Prime Minister Narendra Modi recently has recently hinted that government may soon tighten noose around Benami property, prices of luxury home is likely to fall by 25-30 per cent following demonetisation of Rs 500 and Rs 1,000 notes as transactions in this segment involved lots of cash payments, according to real estate consultant JLL.
"The real estate sector will definitely be affected by the demonetisation exercise as it has traditionally seen a very high involvement of black money and cash transactions," said Ashwinder Raj Singh, CEO - Residential Services, JLL India. "However, almost all such incidence has been in the secondary sales market, where cash components have traditionally been a veritable 'must'."
In other words, he said, the resale properties segment will take a big hit.
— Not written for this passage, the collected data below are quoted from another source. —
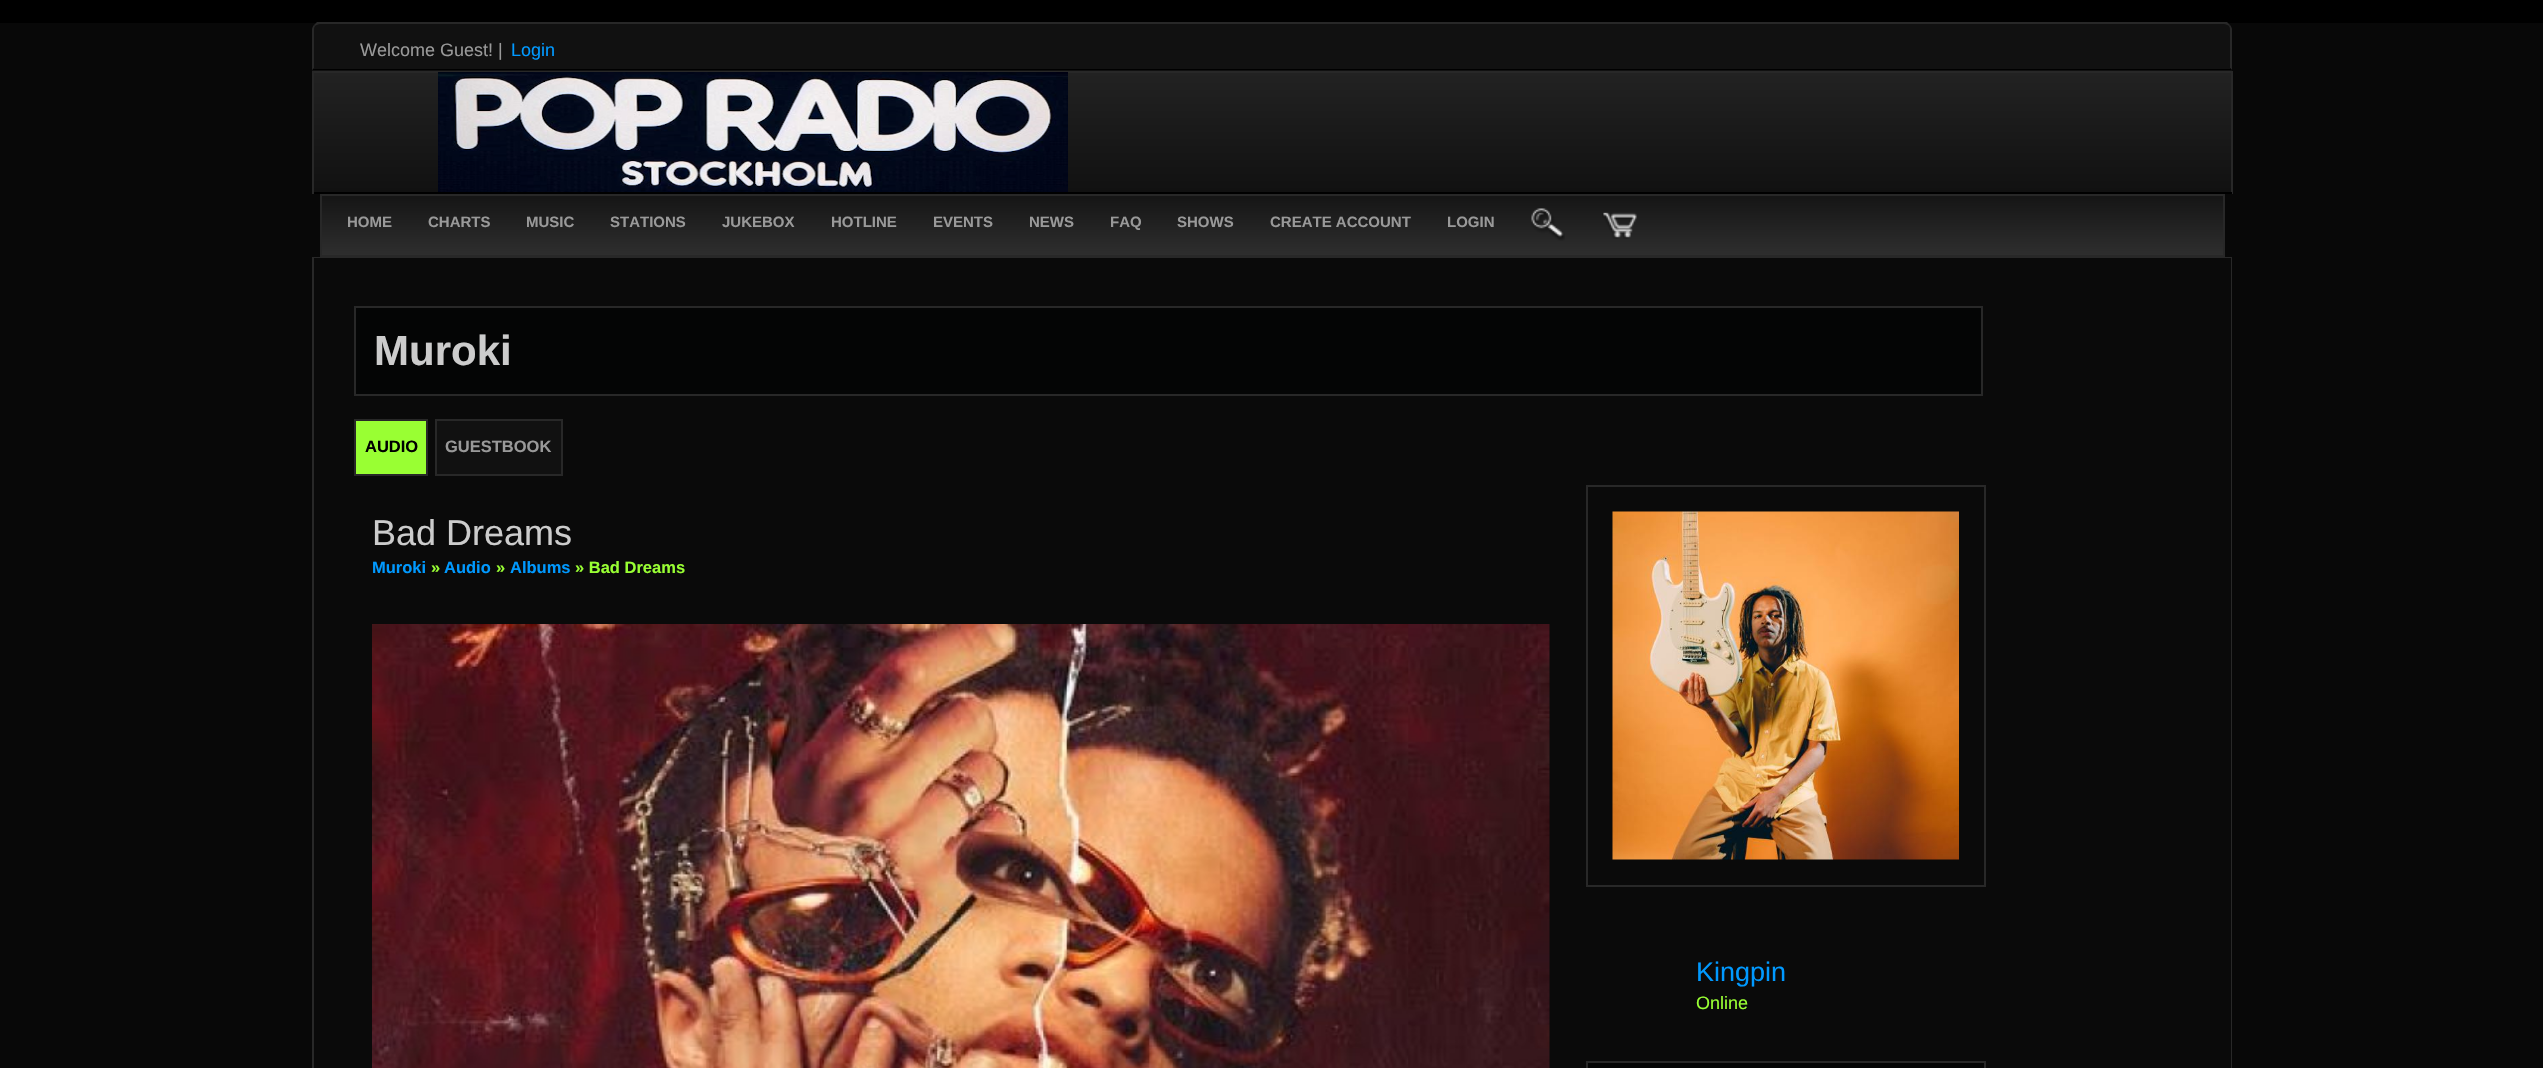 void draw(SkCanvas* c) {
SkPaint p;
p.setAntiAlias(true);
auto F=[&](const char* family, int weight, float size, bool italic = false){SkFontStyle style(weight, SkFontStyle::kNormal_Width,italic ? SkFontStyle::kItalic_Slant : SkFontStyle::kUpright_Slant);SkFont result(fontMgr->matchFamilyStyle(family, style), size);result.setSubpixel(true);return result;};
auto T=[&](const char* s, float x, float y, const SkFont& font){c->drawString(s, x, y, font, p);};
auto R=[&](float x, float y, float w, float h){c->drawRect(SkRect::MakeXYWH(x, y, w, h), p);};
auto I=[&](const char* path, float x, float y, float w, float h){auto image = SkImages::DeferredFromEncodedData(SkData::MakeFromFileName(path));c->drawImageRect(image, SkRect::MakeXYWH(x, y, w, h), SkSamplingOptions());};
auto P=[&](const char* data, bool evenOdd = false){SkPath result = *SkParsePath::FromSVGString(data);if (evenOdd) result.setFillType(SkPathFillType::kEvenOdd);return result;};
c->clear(0xff000000);
p.setColor(0xff080808);
R(0,23,2543,1045);
p.setColor(0xff111111);
c->drawPath(P("M320 23h1904c4.5 0 8 3.5 8 8v40h-1920v-40c0-4.5 3.5-8 8-8z"),p);
p.setColor(0xff282828);
c->drawPath(P("M320 24c-2 0-4 1-5 2l-1-1l3-3h1910l3 3l-1 1c-1-1-3-2-5-2z"),p);
c->drawPath(P("M2232 70v-40c0-2-1-4-2-5l-1 1c1 1 1 3 1 4v38z"),p);
p.setColor(0xff000000);
c->drawPath(P("M2232 70h-1920l2-2v1h1916v-1z"),p);
p.setColor(0xff282828);
c->drawPath(P("M312 30v40l2-2v-38c0-1 0-3 1-4l-1-1c-1 1-2 3-2 5z"),p);
auto f1 = F("Liberation Sans",400,18);
p.setColor(0xff999999);
T("Welcome Guest! |",360,56,f1);
p.setColor(0xff0099ff);
T("Login",511,56,f1);
{
const SkColor colors[] = {0xff222222,0xff111111};
const float stops[] = {0,1};
const SkPoint ends[] = {{1272,72}, {1272,192}};
p.setShader(SkGradientShader::MakeLinear(ends, colors, stops, 2, SkTileMode::kClamp));
p.setAlpha(255);
}
R(314,73,1917,119);
p.setShader(nullptr);
p.setColor(0xff282828);
R(312,71,1920,2);
R(2231,71,2,123);
p.setColor(0xff000000);
R(312,192,1920,2);
p.setColor(0xff282828);
R(312,71,2,123);
I("1.png",438,72,630,120);
{
const SkColor colors[] = {0xff151515,0xff2e2e2e};
const float stops[] = {0,1};
const SkPoint ends[] = {{1272,195}, {1272,255}};
p.setShader(SkGradientShader::MakeLinear(ends, colors, stops, 2, SkTileMode::kClamp));
p.setAlpha(255);
}
R(322,196,1901,59);
p.setStroke(true);
p.setStrokeWidth(2);
p.setShader(nullptr);
p.setColor(0xff282828);
c->drawRect(SkRect::MakeXYWH(321,195,1903,61),p);
auto f2 = F("Liberation Sans",700,15);
p.setStroke(false);
p.setColor(0xff999999);
T("HOME",347,227,f2);
T("CHARTS",428,227,f2);
T("MUSIC",526,227,f2);
T("STATIONS",610,227,f2);
T("JUKEBOX",722,227,f2);
T("HOTLINE",831,227,f2);
T("EVENTS",933,227,f2);
T("NEWS",1029,227,f2);
T("FAQ",1110,227,f2);
T("SHOWS",1177,227,f2);
T("CREATE ACCOUNT",1270,227,f2);
T("LOGIN",1447,227,f2);
I("2.png",1531,208,34,33);
I("3.png",1602,212,35,27);
p.setStroke(true);
p.setColor(0xff282828);
c->drawRect(SkRect::MakeXYWH(313,258,1918,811),p);
p.setStroke(false);
p.setColor(0xff0a0a0a);
R(314,258,1917,810);
p.setColor(0xff040505);
c->drawRect(SkRect::MakeXYWH(355,307,1627,88),p);
p.setStroke(true);
p.setColor(0xff282828);
c->drawRect(SkRect::MakeXYWH(355,307,1627,88),p);
auto f3 = F("Liberation Sans",700,42);
p.setStroke(false);
p.setColor(0xffcccccc);
T("Muroki",374,365,f3);
p.setColor(0xff99ff33);
c->drawRect(SkRect::MakeXYWH(355,420,72,55),p);
p.setStroke(true);
p.setColor(0xff282828);
c->drawRect(SkRect::MakeXYWH(355,420,72,55),p);
auto f4 = F("Liberation Sans",700,16.5);
p.setStroke(false);
p.setColor(0xff000000);
T("AUDIO",365,452,f4);
p.setColor(0xff111111);
c->drawRect(SkRect::MakeXYWH(436,420,126,55),p);
p.setStroke(true);
p.setColor(0xff282828);
c->drawRect(SkRect::MakeXYWH(436,420,126,55),p);
p.setStroke(false);
p.setColor(0xff999999);
T("GUESTBOOK",445,452,f4);
auto f5 = F("Liberation Sans",400,36);
p.setColor(0xffcccccc);
T("Bad Dreams",372,545,f5);
p.setColor(0xff0099ff);
T("Muroki",372,573,f4);
p.setColor(0xff99ff33);
T("»",431,573,f4);
p.setColor(0xff0099ff);
T("Audio",444,573,f4);
p.setColor(0xff99ff33);
T("»",496,573,f4);
p.setColor(0xff0099ff);
T("Albums",510,573,f4);
p.setColor(0xff99ff33);
T("» Bad Dreams",575,573,f4);
I("4.png",372,624,1178,444);
p.setStroke(true);
p.setColor(0xff282828);
c->drawRect(SkRect::MakeXYWH(1587,486,398,400),p);
I("5.png",1612,511,347,349);
auto f6 = F("Liberation Sans",400,27);
p.setStroke(false);
p.setColor(0xff0099ff);
T("Kingpin",1696,981,f6);
p.setColor(0xff99ff33);
T("Online",1696,1009,f1);
p.setColor(0xff040505);
c->drawRect(SkRect::MakeXYWH(1587,1062,398,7),p);
p.setStroke(true);
p.setColor(0xff282828);
c->drawRect(SkRect::MakeXYWH(1587,1062,398,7),p);
}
Stating that the luxury and high-end segments of housing segment will see a major impact, he said, "The legal banking financing channels have accounted for only a small part of all transactions in this space. The demonetisation move is likely to result in luxury property prices dropping by as much as 25-30 per cent as sellers struggle to offload properties to generate liquidity."
The luxury home buyers will suddenly have a much wider bandwidth of options to choose from, he added. "With black money suddenly being wiped out of the market, a lot of investors who have been investing in projects with unaccounted-for money - and raising prices to book profits - will be eliminated from the system, thereby aiding a much-needed correction," Singh said. The primary market - or, more specifically, the market formed by projects undertaken by reputed and credible developers in the top 8 Indian cities - would remain more or less unaffected, the consultant said.
This is because buyers into such projects take the home loans/finance route to buy their homes, and transactions are done through legal channels, he said, adding that there would not be any major impact on sales in this segment. "However, there might be an impact on quite a few projects in tier 2 or 3 cities where cash has played a role even in primary residential sales. However, the turmoil in the segment will settle down in a short period of time," he said.
On the overall impact on the sector, Singh hoped the passage of the Real Estate Regulation and Development Act 2016, the Benami Transactions Act and now the demonetisation move would ensure that going forward, the sector will lose much of its historic taint and become more transparent.
"Only players who conduct their business with integrity will survive. This augurs well for end-users, who will be aware of their rights, have the assurance of not being cheated and will no longer need to contend with constantly rising prices," he said.